TASK STATEMENT: Among the entries that follow, how many lines contain the word "світу"? Give the number alone.

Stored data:
____

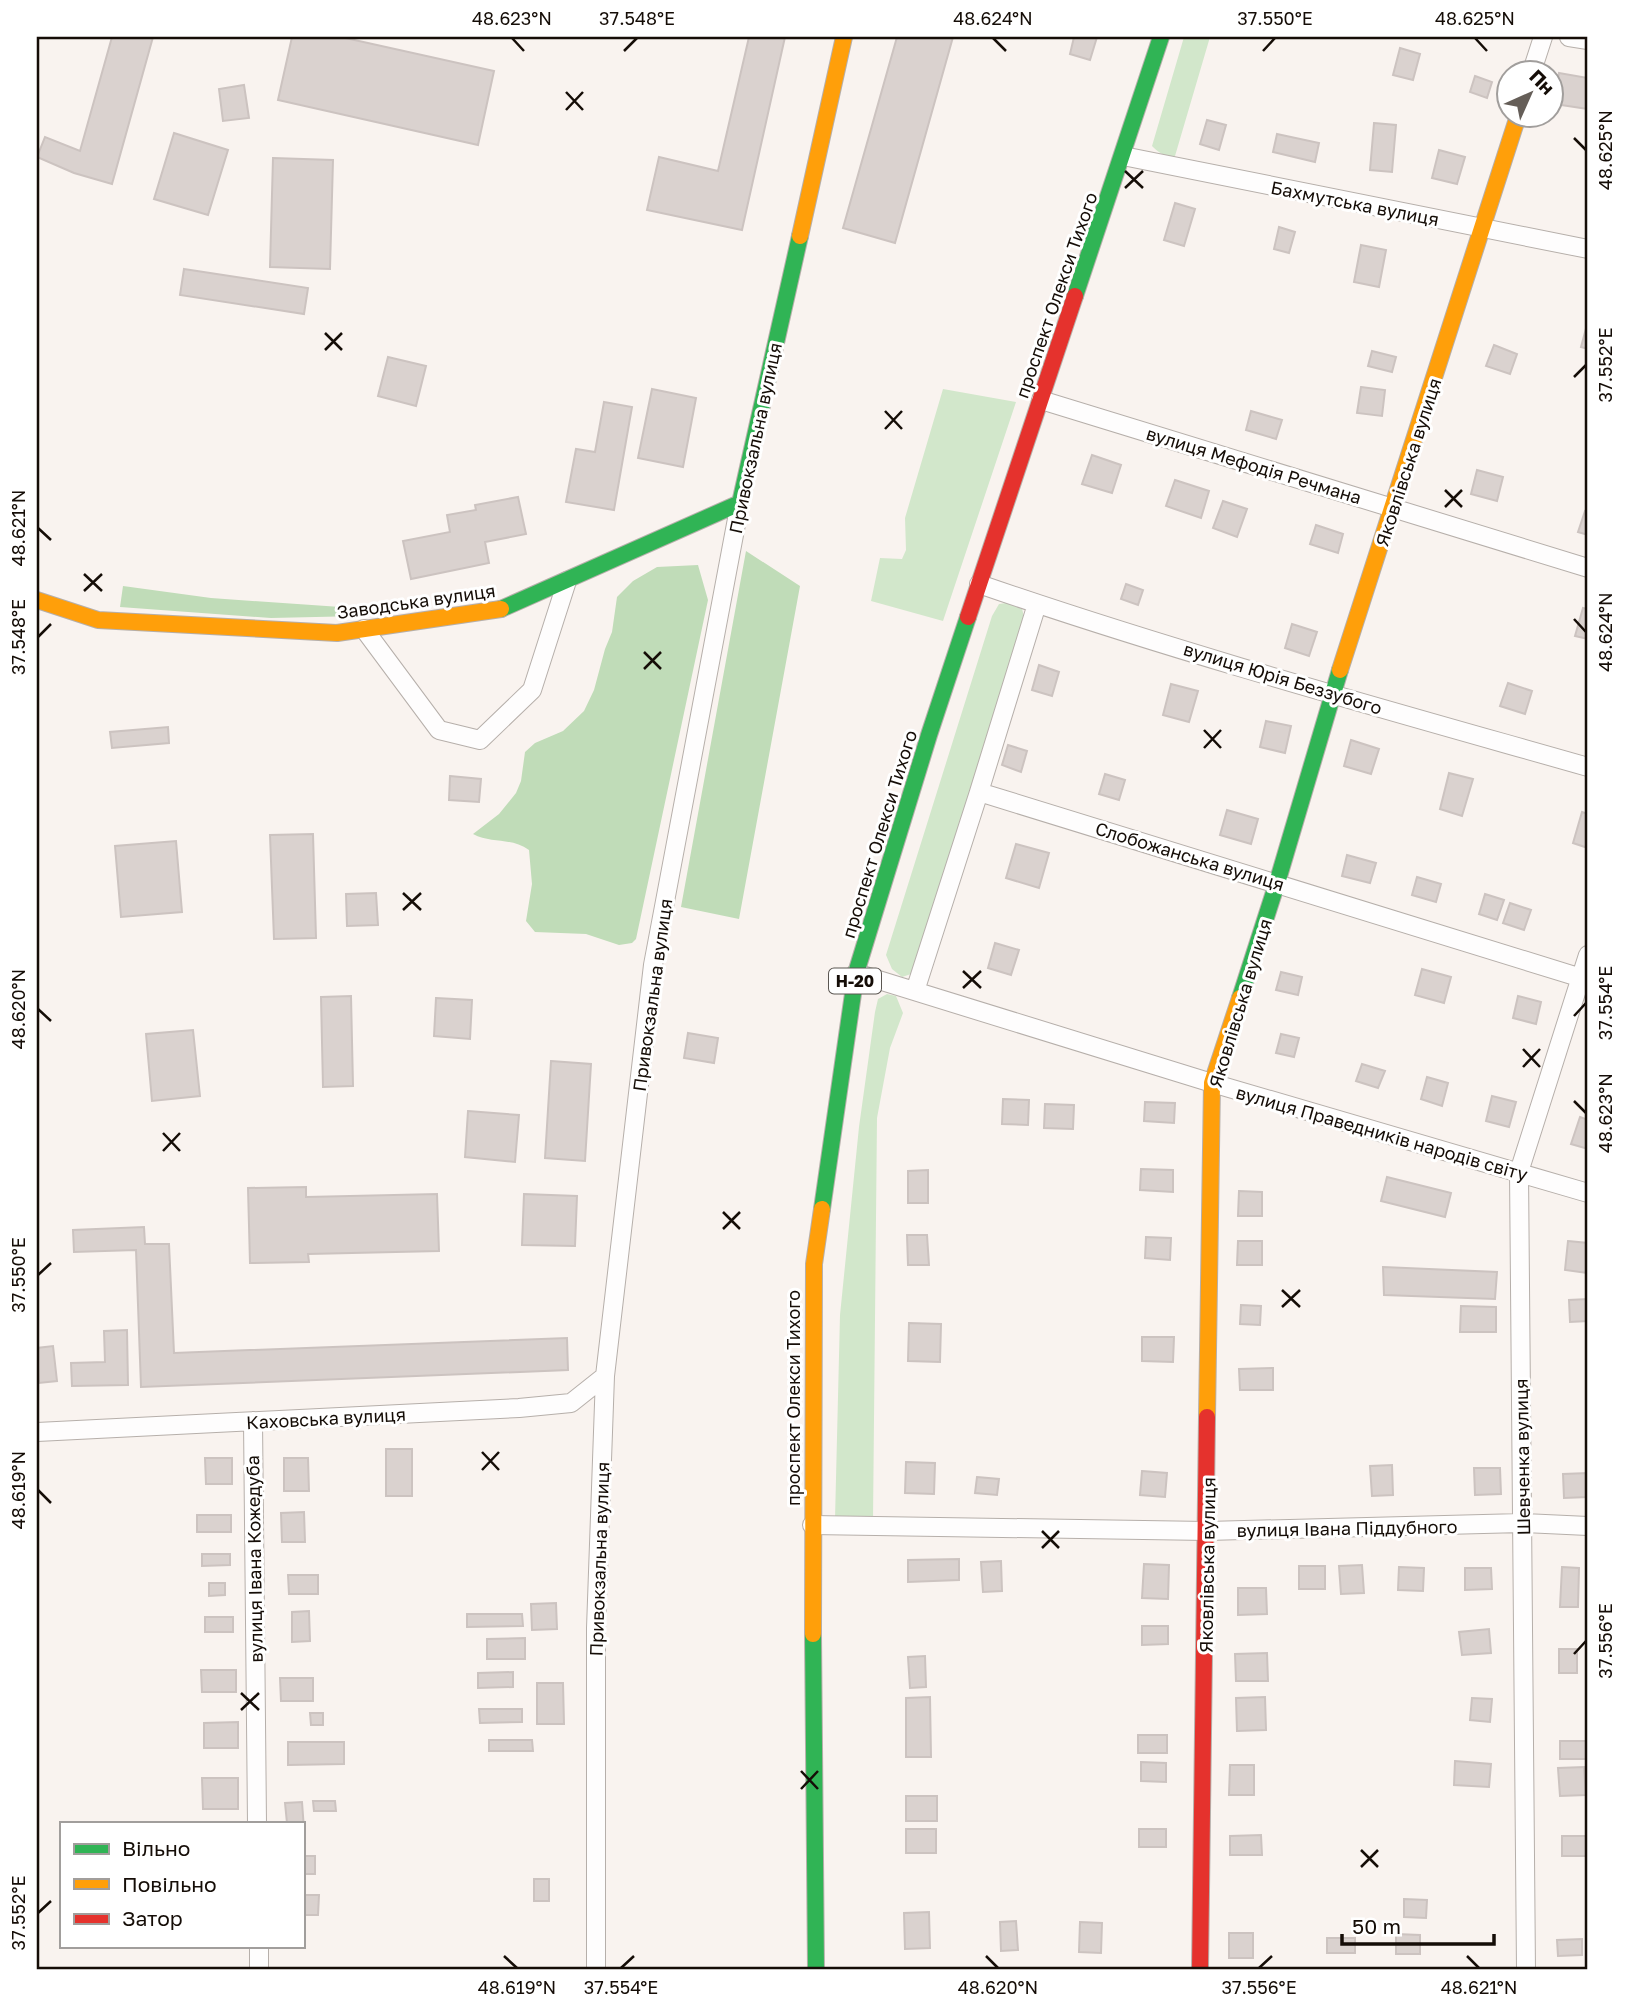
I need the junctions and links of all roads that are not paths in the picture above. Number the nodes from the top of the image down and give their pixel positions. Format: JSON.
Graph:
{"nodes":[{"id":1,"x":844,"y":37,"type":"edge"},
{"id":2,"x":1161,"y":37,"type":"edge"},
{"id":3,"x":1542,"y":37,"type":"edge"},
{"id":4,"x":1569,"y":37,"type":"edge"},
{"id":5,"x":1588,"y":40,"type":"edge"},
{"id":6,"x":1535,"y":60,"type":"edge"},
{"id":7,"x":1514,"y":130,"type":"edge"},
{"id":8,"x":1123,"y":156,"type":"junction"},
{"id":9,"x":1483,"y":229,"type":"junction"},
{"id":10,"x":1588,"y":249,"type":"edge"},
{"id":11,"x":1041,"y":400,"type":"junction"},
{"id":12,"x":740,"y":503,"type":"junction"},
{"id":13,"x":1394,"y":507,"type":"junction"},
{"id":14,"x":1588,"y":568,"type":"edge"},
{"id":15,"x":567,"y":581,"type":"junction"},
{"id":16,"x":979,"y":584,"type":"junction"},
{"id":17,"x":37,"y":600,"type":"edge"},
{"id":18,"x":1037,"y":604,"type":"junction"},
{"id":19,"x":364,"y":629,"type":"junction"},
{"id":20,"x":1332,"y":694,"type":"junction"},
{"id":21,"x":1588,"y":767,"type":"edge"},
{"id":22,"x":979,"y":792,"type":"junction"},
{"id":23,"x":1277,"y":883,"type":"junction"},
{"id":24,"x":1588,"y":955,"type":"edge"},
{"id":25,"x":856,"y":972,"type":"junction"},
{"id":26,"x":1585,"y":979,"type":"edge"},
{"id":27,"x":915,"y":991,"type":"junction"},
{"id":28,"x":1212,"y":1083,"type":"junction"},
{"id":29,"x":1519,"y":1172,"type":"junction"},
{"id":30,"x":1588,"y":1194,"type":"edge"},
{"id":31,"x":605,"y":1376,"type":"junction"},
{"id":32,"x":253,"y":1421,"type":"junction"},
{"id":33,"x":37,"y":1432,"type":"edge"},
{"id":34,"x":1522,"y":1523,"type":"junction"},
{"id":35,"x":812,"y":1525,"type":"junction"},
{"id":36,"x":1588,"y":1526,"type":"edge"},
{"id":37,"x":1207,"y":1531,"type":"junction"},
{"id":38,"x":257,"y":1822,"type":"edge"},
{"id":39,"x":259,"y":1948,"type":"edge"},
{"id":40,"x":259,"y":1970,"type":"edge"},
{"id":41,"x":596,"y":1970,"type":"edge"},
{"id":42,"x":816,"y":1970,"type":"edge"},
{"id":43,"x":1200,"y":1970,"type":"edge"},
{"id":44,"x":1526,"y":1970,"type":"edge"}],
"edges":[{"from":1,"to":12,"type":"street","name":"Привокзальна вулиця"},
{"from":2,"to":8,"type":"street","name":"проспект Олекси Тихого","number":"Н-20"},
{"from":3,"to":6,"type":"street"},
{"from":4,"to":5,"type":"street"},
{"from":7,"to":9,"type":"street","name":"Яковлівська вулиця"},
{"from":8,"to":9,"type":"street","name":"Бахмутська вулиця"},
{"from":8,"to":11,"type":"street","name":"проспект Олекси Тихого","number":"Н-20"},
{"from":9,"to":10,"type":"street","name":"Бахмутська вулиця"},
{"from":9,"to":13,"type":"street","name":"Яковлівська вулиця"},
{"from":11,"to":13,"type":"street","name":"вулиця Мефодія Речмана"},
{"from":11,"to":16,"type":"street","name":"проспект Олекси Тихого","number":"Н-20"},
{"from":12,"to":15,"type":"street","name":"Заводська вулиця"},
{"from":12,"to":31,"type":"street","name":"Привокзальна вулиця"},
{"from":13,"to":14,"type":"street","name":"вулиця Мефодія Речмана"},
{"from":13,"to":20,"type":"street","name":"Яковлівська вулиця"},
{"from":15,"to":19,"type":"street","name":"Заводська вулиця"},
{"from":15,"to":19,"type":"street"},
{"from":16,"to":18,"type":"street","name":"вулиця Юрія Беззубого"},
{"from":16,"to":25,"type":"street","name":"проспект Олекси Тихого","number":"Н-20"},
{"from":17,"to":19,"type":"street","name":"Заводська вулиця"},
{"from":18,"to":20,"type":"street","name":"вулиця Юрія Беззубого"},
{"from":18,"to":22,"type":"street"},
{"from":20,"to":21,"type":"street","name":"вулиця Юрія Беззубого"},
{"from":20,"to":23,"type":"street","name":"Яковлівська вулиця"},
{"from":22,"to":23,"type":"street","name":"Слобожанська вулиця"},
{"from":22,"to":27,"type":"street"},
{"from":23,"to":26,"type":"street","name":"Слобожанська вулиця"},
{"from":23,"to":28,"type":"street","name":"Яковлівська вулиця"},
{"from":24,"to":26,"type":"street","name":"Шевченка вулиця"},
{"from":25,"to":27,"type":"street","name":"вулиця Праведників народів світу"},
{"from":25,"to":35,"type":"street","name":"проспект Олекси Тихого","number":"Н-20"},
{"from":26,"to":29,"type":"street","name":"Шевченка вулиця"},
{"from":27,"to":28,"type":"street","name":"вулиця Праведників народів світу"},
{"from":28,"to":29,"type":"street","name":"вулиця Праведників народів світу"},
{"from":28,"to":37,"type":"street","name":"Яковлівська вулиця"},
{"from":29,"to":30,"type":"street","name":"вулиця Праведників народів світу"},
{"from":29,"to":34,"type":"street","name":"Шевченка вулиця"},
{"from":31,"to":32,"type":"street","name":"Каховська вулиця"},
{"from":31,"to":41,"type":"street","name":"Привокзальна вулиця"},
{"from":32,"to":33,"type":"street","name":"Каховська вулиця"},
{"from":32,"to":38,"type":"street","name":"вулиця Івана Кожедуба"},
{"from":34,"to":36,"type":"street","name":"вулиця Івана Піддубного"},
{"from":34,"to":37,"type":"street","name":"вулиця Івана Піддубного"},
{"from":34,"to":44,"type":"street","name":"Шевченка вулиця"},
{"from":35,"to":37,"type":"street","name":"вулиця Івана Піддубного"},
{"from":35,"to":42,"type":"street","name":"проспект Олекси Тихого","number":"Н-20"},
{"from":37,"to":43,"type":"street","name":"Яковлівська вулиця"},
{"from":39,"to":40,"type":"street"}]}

____

PROBLEM SOLUTION: 4